O sucessor, Bento XV, é lembrado por ter definido a Primeira Guerra Mundial como um “inútil massacre”, mas ele também reafirma a suprema autoridade moral da Igreja: a guerra, na verdade, é uma espécie de punição divina para o pecado cometido pela sociedade ao se afastar do catolicismo.

Depois, foi a vez de Pio XI e de Pio XII, os mais renomados herdeiros da tradição do intransigentismo do século XIX.

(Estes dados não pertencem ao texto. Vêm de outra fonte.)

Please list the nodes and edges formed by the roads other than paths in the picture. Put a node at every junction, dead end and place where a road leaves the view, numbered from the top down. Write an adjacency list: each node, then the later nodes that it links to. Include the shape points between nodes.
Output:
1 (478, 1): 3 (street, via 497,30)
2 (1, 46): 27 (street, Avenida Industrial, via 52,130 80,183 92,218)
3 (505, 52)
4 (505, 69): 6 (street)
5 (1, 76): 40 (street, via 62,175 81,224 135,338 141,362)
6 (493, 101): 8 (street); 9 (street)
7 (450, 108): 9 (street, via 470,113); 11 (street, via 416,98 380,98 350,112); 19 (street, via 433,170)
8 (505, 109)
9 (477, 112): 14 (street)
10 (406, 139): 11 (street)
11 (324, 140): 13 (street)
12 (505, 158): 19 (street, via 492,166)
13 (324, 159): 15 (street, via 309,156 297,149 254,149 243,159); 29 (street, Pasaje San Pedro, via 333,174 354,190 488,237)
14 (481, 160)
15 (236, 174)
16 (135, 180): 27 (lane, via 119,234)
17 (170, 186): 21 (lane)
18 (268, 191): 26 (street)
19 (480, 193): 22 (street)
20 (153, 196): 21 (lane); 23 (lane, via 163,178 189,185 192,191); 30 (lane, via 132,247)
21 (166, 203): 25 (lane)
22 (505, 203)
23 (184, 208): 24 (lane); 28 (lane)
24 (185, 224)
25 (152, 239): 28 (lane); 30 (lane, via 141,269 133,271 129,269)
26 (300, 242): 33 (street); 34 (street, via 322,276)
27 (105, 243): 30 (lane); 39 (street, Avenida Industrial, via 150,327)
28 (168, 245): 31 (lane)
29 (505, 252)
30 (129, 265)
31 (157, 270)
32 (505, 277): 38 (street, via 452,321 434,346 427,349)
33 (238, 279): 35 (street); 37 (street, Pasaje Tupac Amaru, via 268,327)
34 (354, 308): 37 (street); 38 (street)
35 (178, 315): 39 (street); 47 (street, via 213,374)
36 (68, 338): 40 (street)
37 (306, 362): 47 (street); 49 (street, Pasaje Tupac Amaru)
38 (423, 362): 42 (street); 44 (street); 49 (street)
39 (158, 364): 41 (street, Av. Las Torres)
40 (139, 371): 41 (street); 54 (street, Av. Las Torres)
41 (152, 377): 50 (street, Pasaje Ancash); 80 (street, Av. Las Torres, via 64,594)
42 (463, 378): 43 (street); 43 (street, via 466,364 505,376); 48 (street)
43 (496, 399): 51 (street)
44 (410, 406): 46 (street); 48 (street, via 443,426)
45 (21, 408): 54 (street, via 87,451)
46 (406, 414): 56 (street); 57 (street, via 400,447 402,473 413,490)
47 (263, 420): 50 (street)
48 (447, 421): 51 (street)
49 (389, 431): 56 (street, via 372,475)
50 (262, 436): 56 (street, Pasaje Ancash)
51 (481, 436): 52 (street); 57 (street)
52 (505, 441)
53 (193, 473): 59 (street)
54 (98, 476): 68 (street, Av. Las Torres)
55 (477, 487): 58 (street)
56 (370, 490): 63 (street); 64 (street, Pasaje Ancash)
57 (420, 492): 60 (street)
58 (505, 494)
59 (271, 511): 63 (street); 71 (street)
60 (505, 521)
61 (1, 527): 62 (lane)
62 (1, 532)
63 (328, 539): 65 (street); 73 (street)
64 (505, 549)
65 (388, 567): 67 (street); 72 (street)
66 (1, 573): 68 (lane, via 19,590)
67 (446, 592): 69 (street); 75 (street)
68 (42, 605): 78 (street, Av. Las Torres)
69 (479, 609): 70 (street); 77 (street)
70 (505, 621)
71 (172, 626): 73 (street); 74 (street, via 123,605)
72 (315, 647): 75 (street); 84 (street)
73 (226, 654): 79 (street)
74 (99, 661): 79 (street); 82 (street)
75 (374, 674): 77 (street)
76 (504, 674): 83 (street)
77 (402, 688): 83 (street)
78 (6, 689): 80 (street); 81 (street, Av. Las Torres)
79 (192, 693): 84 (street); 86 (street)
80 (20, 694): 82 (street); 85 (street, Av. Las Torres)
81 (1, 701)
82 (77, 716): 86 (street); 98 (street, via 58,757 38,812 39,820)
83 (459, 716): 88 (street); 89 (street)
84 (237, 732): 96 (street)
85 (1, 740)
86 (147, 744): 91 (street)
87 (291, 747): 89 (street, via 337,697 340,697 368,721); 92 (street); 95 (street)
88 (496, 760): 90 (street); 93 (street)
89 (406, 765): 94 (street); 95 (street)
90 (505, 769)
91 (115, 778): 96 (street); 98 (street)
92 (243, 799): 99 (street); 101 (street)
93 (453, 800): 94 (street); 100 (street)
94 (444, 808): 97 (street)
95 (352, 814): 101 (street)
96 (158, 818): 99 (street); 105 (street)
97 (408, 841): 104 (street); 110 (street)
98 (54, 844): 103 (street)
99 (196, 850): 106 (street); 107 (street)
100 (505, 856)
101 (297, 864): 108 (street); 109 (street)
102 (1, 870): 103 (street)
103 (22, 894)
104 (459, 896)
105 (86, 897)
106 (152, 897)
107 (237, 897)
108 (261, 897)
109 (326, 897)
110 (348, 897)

Com João XXIII, que convocou o Concílio Vaticano II e escreve a Pacem in terris, que contém aberturas significativas sobre aspectos importantes do moderno (paz, democracia, direitos humanos), há a primeira fratura, logo recomposta por Paulo VI, que, preocupado que as ovelhas fugissem do redil (era a época da teologia da libertação, das comunidades de base, da “politização da fé”), fecha as portas e abre o caminho para os projetos de “neocristandade” de João Paulo II e de restauração de Bento XVI, que também renuncia por causa do seu fracasso.

E Francisco? Para Menozzi, ele representa uma nova cisão. Não tanto “no plano das medidas de reforma para estruturas e instituições”, no qual “a ação de Francisco pareceu, pelo menos até agora, bastante prudente e gradual”; mas sim em relação ao "escanteamento" de uma “representação da modernidade como a culpada subtração à frente da Igreja de homens que, cegados por uma incontrolável vontade de autodeterminação, confundem como progresso ilimitado os males que produzem”.

A doutrina não mudou, mas “o núcleo da mensagem evangélica” voltou a ser a “misericórdia”. A instituição eclesiástica, “em que se sedimentou bem a atitude anterior”, irá seguir essa rota diferente? É outra questão, e “só o futuro poderá desfazê-la”.